Dataset entries
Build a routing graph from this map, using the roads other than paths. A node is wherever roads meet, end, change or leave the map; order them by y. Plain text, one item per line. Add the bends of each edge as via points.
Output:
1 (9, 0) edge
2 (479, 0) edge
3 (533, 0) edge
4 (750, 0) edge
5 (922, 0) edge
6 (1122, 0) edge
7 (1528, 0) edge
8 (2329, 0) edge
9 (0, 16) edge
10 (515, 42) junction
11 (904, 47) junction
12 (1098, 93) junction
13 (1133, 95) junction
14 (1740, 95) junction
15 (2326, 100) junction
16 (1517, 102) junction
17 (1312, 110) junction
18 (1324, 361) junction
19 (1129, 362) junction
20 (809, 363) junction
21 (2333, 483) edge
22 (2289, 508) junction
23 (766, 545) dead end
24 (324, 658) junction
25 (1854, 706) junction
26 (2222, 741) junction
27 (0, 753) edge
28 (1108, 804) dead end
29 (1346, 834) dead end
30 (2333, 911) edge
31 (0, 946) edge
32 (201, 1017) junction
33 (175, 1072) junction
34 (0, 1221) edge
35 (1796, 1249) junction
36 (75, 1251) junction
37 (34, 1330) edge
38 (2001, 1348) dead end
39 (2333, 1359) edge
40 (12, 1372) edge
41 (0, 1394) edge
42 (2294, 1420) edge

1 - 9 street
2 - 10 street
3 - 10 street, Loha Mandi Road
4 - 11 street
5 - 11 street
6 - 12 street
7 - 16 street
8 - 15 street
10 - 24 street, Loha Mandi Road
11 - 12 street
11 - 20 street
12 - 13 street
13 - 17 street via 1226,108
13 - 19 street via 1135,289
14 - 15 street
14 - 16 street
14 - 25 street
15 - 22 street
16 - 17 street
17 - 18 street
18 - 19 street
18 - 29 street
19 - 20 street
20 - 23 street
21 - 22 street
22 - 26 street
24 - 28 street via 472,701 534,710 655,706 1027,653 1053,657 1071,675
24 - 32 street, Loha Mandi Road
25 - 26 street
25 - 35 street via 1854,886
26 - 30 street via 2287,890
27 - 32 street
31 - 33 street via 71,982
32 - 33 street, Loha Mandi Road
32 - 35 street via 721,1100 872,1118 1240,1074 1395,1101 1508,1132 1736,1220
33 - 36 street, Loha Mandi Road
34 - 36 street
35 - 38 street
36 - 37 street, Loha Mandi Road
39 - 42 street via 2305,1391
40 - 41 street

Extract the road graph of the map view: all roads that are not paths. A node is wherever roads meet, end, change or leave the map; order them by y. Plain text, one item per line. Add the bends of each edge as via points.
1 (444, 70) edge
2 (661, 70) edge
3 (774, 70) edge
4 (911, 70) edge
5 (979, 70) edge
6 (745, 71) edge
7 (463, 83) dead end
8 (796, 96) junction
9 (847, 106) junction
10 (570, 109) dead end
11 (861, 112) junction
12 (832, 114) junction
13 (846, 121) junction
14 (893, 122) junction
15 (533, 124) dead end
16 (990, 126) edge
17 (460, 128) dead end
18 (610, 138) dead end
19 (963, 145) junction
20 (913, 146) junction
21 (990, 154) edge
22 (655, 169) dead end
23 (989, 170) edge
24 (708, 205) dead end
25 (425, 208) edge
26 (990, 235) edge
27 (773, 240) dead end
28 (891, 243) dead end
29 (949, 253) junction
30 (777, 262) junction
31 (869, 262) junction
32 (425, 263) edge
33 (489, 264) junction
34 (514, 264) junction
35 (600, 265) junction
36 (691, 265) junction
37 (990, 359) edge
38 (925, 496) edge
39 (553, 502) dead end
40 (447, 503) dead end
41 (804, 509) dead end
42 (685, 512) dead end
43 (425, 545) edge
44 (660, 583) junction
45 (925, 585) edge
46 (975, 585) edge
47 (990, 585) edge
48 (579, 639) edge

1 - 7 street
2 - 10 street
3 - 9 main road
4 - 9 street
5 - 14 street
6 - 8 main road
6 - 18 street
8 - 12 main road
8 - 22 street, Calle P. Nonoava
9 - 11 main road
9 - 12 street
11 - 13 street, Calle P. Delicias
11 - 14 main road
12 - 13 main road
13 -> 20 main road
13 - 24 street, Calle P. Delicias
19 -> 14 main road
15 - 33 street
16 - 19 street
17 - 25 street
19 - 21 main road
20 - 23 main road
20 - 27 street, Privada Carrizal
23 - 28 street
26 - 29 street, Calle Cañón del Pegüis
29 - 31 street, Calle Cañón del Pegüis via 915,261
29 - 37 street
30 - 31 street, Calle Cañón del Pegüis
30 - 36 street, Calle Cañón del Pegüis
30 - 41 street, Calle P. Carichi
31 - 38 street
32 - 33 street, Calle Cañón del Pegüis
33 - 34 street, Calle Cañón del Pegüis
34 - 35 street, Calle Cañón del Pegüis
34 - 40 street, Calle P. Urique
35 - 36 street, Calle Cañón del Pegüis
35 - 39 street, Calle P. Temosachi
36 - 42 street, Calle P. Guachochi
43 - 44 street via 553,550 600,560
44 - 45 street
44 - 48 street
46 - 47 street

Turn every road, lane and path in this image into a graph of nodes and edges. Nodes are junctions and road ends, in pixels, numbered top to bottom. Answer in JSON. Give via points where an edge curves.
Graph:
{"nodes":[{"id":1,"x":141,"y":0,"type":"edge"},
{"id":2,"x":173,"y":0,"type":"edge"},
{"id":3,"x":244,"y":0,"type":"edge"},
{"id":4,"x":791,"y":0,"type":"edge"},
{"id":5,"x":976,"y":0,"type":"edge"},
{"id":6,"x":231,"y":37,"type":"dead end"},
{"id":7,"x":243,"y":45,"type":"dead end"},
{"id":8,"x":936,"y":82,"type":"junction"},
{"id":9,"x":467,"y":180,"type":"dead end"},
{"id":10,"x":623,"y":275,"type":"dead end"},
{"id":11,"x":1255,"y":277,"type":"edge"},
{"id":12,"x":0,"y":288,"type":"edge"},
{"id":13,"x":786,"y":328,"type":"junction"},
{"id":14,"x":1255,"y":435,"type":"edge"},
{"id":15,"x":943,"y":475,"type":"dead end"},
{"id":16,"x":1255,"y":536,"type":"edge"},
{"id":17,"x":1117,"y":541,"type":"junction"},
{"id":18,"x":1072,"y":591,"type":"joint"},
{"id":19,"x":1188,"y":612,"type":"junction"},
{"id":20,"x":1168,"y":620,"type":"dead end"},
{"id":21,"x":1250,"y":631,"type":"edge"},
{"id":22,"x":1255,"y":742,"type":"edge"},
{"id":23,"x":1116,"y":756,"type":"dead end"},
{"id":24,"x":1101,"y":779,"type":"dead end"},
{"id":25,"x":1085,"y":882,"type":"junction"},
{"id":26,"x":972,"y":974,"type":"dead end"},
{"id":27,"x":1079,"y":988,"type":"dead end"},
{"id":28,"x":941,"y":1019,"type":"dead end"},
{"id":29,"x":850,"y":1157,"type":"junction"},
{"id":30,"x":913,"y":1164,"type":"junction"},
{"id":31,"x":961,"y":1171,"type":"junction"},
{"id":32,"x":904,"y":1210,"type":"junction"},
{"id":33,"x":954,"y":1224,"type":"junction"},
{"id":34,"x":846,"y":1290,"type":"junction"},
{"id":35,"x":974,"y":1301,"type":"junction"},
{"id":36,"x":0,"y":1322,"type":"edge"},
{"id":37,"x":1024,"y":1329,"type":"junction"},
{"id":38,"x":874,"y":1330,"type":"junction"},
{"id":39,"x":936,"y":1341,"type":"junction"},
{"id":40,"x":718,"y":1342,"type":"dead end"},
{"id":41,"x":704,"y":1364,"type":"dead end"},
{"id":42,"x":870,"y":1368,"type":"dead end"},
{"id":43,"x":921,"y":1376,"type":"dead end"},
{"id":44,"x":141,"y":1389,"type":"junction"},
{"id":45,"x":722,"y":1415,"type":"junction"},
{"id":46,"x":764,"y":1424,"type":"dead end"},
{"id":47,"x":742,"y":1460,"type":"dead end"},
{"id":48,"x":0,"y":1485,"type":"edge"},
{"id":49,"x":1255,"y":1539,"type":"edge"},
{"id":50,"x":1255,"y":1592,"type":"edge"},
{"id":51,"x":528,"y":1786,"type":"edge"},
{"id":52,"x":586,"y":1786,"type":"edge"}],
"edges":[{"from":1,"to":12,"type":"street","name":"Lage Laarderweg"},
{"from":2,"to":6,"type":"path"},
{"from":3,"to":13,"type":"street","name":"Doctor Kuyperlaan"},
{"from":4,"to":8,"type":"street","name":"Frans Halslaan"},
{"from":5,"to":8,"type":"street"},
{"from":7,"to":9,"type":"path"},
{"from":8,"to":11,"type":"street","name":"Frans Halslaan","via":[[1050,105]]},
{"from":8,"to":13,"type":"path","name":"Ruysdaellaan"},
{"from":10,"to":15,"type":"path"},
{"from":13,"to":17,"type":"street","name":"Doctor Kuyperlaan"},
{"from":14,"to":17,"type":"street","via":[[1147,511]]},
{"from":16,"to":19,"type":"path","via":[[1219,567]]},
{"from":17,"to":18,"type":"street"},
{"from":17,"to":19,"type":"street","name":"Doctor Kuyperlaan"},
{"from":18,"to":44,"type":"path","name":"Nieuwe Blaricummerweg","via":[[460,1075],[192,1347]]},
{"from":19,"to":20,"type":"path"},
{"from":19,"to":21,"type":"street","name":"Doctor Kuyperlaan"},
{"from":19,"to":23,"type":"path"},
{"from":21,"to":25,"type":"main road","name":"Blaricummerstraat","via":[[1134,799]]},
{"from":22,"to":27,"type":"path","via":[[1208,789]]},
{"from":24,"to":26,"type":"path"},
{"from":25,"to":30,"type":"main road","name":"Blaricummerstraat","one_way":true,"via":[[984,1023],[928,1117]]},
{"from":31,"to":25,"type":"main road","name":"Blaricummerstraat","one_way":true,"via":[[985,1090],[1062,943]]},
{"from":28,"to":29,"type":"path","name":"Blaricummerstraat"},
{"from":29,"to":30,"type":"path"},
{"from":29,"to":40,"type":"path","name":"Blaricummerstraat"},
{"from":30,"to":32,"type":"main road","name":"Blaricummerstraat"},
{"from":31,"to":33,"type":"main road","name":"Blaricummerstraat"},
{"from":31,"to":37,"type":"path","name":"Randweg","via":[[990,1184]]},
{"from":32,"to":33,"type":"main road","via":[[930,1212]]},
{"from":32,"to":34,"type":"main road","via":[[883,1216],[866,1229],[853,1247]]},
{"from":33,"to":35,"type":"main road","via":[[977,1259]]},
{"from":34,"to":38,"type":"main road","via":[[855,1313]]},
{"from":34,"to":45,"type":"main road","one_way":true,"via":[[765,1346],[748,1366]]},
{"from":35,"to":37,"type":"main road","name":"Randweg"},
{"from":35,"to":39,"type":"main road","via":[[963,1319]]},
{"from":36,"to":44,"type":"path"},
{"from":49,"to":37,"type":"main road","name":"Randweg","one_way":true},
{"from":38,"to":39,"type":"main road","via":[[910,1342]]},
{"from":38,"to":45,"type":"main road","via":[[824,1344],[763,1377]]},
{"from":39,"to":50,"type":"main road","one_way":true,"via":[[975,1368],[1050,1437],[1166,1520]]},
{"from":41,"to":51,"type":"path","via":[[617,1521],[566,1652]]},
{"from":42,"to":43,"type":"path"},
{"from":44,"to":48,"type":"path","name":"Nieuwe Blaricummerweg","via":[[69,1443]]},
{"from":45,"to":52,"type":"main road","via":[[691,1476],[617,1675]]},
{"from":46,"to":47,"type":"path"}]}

REQUIREMENT: Look over the entries for "Randweg", then copy every line that includes that string.

EXERCISE RESULT:
{"from":31,"to":37,"type":"path","name":"Randweg","via":[[990,1184]]},
{"from":35,"to":37,"type":"main road","name":"Randweg"},
{"from":49,"to":37,"type":"main road","name":"Randweg","one_way":true},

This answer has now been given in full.